==== TASK INPUTS ====

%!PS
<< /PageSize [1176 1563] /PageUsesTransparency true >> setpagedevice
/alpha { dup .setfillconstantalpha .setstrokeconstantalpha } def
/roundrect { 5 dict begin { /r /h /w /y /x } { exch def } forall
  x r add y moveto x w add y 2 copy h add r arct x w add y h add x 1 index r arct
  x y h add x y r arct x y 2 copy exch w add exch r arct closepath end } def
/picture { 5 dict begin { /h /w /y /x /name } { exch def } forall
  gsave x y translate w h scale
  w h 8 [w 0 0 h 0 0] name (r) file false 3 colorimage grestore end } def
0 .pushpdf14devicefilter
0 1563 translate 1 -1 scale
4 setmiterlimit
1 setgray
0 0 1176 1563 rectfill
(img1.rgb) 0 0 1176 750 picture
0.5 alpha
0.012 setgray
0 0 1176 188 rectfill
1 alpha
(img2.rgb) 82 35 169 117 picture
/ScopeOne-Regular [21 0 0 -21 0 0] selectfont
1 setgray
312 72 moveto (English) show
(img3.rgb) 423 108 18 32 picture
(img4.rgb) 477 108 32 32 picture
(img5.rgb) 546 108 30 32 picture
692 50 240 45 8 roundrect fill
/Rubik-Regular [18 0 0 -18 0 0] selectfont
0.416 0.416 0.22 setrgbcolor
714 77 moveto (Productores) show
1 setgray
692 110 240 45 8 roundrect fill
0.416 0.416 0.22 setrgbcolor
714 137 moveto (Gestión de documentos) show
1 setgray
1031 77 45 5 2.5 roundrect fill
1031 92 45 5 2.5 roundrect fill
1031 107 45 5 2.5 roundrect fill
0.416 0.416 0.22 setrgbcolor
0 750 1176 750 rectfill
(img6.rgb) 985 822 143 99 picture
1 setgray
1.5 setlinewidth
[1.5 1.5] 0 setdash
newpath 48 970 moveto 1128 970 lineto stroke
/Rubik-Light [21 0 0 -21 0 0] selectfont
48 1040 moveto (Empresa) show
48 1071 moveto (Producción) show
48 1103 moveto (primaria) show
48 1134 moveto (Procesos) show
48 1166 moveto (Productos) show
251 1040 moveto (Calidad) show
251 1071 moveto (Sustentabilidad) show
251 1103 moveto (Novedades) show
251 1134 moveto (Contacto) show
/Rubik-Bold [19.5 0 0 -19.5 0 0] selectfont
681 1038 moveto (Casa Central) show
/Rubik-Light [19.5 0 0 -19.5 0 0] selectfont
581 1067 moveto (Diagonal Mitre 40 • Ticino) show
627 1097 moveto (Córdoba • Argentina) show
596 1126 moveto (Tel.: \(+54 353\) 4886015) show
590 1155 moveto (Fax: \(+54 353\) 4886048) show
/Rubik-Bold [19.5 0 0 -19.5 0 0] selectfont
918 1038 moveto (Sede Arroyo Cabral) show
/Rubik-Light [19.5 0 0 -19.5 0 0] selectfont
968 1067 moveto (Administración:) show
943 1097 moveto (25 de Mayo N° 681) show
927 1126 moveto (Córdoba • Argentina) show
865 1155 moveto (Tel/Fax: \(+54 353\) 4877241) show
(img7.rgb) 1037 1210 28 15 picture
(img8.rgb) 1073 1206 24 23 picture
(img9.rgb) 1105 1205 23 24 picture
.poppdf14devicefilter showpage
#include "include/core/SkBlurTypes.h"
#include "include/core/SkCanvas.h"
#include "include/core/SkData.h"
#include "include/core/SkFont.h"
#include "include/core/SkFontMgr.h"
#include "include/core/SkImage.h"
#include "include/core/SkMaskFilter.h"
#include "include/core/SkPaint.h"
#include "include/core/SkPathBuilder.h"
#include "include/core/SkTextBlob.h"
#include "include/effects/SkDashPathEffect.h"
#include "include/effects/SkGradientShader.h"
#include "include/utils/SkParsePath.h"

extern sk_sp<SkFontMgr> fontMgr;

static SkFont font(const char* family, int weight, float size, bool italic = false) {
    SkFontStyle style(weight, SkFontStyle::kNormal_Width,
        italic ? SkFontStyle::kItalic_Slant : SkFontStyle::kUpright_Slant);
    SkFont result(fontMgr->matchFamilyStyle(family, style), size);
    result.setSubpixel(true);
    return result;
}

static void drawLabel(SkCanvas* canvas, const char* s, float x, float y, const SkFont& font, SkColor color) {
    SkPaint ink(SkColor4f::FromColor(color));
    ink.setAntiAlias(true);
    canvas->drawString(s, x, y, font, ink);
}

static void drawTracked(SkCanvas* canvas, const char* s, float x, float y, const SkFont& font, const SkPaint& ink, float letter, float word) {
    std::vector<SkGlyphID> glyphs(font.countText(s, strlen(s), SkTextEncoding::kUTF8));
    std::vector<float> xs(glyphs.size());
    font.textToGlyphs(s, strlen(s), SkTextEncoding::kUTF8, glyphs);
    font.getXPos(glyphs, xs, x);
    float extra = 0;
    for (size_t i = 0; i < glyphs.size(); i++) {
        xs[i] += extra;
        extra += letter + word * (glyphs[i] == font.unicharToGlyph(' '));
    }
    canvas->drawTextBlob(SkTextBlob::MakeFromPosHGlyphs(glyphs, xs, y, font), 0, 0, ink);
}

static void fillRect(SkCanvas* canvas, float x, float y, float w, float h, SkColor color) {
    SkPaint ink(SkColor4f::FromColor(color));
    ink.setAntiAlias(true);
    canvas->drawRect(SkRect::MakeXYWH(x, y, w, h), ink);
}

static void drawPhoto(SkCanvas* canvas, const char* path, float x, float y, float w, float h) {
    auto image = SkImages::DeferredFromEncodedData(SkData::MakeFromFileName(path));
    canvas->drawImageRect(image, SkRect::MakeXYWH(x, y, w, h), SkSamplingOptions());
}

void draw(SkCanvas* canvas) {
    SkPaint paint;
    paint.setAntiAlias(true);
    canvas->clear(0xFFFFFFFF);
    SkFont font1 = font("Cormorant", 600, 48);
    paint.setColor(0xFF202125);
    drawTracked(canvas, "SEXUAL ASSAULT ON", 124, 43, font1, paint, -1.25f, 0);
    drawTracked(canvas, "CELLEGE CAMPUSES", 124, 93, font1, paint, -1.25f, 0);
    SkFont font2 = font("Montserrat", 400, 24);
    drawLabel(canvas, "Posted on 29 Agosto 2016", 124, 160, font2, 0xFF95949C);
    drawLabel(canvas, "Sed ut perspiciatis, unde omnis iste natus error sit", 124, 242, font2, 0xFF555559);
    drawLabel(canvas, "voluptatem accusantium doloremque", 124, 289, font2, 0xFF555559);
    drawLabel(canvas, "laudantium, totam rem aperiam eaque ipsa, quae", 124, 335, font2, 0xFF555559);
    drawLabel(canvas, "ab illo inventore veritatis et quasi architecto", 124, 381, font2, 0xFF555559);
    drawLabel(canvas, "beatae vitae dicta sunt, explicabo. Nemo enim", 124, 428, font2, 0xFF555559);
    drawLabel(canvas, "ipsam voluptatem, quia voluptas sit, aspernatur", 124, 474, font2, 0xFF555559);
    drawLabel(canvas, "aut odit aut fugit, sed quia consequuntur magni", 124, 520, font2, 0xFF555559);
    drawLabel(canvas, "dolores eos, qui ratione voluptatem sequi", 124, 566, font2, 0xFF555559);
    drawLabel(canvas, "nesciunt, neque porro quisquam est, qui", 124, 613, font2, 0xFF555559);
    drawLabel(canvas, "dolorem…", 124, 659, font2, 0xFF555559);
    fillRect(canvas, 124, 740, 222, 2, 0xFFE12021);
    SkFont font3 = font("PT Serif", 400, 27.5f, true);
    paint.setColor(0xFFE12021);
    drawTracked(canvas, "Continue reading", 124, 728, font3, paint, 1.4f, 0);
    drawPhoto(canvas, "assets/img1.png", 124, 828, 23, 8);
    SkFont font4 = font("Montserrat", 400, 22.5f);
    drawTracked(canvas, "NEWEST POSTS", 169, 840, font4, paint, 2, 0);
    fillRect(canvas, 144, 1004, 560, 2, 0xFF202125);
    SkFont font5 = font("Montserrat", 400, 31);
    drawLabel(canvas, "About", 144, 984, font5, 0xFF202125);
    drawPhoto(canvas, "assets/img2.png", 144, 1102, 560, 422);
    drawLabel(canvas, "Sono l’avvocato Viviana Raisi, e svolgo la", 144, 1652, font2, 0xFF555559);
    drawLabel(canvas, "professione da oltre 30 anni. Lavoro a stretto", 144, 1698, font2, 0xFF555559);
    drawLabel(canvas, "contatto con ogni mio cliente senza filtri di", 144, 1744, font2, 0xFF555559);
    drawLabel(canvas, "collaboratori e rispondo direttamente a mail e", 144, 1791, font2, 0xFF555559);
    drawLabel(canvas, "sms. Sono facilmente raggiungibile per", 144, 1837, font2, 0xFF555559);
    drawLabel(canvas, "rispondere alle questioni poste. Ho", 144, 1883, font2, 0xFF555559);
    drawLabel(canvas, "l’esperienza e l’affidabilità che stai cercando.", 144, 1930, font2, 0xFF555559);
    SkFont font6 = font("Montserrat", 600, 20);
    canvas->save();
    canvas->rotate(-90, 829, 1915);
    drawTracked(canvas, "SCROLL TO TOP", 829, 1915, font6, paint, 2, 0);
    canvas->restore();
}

====

• **EXERCISE AIM**
Using the entries shown above, reproduce verbatim the lines from the line bearing "font.textToGlyphs(s, strlen(s), SkTextEncoding::kUTF8, glyphs);" to the line bearing "void draw(SkCanvas* canvas)", inclusive.

• **TASK SOLUTION**
    font.textToGlyphs(s, strlen(s), SkTextEncoding::kUTF8, glyphs);
    font.getXPos(glyphs, xs, x);
    float extra = 0;
    for (size_t i = 0; i < glyphs.size(); i++) {
        xs[i] += extra;
        extra += letter + word * (glyphs[i] == font.unicharToGlyph(' '));
    }
    canvas->drawTextBlob(SkTextBlob::MakeFromPosHGlyphs(glyphs, xs, y, font), 0, 0, ink);
}

static void fillRect(SkCanvas* canvas, float x, float y, float w, float h, SkColor color) {
    SkPaint ink(SkColor4f::FromColor(color));
    ink.setAntiAlias(true);
    canvas->drawRect(SkRect::MakeXYWH(x, y, w, h), ink);
}

static void drawPhoto(SkCanvas* canvas, const char* path, float x, float y, float w, float h) {
    auto image = SkImages::DeferredFromEncodedData(SkData::MakeFromFileName(path));
    canvas->drawImageRect(image, SkRect::MakeXYWH(x, y, w, h), SkSamplingOptions());
}

void draw(SkCanvas* canvas) {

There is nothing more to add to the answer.